What needs to be done |
From the entries, filter out every line that lacks "Left" and copy the rest.

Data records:
════

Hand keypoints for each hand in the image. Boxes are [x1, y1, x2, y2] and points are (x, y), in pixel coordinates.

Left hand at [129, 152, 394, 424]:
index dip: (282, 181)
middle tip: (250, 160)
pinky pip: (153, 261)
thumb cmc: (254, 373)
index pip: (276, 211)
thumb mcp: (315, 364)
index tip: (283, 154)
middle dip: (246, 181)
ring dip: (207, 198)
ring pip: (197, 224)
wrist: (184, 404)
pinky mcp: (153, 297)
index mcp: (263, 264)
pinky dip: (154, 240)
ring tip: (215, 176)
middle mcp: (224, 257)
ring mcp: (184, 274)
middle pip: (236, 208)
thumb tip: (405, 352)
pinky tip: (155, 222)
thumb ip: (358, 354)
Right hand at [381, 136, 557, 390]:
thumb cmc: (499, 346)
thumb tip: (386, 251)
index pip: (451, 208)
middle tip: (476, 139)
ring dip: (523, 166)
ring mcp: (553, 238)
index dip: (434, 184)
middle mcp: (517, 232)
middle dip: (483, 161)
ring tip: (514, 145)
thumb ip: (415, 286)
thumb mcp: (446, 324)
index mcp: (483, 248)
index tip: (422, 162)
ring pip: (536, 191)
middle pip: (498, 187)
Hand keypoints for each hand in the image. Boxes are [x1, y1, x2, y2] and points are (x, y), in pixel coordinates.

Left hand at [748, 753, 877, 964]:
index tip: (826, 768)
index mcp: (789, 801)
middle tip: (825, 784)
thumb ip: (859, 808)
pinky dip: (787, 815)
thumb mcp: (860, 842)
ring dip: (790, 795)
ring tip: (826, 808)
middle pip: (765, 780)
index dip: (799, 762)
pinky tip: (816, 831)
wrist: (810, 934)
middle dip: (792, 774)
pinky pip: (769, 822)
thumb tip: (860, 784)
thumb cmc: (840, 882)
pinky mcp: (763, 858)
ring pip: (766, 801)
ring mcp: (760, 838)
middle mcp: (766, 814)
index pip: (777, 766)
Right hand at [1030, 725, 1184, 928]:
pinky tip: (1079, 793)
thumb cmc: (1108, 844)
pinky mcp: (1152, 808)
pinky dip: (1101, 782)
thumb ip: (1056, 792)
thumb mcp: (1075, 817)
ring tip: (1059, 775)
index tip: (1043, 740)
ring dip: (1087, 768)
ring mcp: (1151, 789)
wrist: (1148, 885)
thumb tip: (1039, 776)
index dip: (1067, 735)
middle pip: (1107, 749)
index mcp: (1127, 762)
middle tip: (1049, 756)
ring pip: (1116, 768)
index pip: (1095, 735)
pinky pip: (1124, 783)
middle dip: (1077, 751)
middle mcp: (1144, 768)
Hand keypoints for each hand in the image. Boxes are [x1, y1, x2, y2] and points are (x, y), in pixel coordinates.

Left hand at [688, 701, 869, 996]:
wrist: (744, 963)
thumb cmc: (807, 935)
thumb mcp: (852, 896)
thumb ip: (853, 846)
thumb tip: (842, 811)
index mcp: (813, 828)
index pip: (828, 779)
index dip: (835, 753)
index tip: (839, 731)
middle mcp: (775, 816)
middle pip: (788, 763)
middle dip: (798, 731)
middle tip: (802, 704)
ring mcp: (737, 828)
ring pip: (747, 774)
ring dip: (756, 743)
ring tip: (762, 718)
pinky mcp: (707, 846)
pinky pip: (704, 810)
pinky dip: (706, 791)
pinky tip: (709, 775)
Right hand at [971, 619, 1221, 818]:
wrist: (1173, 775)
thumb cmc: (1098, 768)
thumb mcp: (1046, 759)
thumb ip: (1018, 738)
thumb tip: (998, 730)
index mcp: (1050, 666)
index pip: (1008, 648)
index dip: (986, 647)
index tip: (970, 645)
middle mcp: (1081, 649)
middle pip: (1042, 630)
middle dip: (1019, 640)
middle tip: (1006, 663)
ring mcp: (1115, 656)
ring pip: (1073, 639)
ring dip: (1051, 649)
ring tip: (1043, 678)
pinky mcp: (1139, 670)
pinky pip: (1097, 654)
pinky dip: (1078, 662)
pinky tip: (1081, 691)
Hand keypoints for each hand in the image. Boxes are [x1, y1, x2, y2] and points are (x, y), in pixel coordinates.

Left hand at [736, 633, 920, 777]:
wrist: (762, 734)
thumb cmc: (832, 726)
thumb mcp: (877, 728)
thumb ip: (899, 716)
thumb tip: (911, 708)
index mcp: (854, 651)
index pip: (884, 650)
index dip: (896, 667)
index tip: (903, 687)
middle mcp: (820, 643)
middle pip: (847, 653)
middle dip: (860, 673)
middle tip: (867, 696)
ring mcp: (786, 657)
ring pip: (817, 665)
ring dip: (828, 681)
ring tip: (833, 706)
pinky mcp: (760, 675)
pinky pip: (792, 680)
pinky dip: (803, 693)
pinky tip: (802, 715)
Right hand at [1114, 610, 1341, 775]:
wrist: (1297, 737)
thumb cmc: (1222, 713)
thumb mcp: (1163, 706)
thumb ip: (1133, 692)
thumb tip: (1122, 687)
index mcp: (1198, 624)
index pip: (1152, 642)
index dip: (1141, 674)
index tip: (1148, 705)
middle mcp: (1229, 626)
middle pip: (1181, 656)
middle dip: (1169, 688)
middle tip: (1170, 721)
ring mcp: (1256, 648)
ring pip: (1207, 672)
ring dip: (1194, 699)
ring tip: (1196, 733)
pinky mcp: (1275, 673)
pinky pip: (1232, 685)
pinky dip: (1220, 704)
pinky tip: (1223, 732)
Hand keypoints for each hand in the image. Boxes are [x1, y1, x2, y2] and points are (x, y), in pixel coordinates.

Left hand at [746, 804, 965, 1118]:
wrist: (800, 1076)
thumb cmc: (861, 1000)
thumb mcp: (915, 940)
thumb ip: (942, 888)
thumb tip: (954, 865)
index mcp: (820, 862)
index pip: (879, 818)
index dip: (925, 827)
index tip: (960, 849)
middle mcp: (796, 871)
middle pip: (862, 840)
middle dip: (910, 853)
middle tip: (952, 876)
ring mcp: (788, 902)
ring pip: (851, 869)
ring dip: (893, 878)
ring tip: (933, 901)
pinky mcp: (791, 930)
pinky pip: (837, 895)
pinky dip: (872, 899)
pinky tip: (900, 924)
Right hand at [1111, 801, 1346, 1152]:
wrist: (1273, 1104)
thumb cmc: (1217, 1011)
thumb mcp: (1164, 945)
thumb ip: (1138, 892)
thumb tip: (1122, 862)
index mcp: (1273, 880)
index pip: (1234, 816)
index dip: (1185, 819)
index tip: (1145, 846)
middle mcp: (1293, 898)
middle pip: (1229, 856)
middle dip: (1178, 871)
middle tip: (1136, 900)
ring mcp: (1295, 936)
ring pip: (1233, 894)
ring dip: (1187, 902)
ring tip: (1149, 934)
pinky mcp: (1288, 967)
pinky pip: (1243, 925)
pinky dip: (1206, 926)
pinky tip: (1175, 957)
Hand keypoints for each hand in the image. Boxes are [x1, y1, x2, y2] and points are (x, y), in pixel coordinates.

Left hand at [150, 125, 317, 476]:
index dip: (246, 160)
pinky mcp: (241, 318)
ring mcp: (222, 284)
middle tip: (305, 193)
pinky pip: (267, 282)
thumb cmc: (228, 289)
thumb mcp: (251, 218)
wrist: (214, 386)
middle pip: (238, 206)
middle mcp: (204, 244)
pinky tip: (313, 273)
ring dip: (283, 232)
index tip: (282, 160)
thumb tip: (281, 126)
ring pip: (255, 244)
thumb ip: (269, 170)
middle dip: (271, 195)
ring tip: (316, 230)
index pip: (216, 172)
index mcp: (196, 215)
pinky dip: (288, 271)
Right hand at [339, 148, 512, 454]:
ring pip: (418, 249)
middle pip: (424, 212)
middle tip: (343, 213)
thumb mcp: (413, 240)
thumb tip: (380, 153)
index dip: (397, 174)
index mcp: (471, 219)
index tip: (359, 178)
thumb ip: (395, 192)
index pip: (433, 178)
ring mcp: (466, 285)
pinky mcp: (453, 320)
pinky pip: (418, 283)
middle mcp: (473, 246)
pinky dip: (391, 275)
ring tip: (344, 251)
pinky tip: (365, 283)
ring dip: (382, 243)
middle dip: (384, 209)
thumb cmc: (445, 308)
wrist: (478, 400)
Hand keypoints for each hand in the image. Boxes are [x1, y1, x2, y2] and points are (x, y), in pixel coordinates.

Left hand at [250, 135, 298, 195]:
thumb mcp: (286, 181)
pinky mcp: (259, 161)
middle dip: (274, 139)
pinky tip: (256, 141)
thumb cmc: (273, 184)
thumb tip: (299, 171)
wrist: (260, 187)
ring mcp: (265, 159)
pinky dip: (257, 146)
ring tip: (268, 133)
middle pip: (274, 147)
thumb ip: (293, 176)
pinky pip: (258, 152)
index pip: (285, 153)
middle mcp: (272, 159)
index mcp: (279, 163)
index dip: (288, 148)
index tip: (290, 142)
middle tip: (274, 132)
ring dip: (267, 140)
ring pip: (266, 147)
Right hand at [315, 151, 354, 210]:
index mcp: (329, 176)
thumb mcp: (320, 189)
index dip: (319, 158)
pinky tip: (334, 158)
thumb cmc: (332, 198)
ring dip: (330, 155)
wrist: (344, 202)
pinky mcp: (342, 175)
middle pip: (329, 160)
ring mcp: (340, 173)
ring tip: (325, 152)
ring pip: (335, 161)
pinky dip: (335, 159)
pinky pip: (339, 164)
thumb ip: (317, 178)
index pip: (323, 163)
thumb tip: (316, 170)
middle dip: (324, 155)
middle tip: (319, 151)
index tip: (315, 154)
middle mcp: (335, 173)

════

Response box |
Left hand at [129, 152, 394, 424]:
Left hand at [748, 753, 877, 964]:
Left hand at [688, 701, 869, 996]:
Left hand at [736, 633, 920, 777]:
Left hand at [746, 804, 965, 1118]:
Left hand at [150, 125, 317, 476]:
Left hand at [250, 135, 298, 195]:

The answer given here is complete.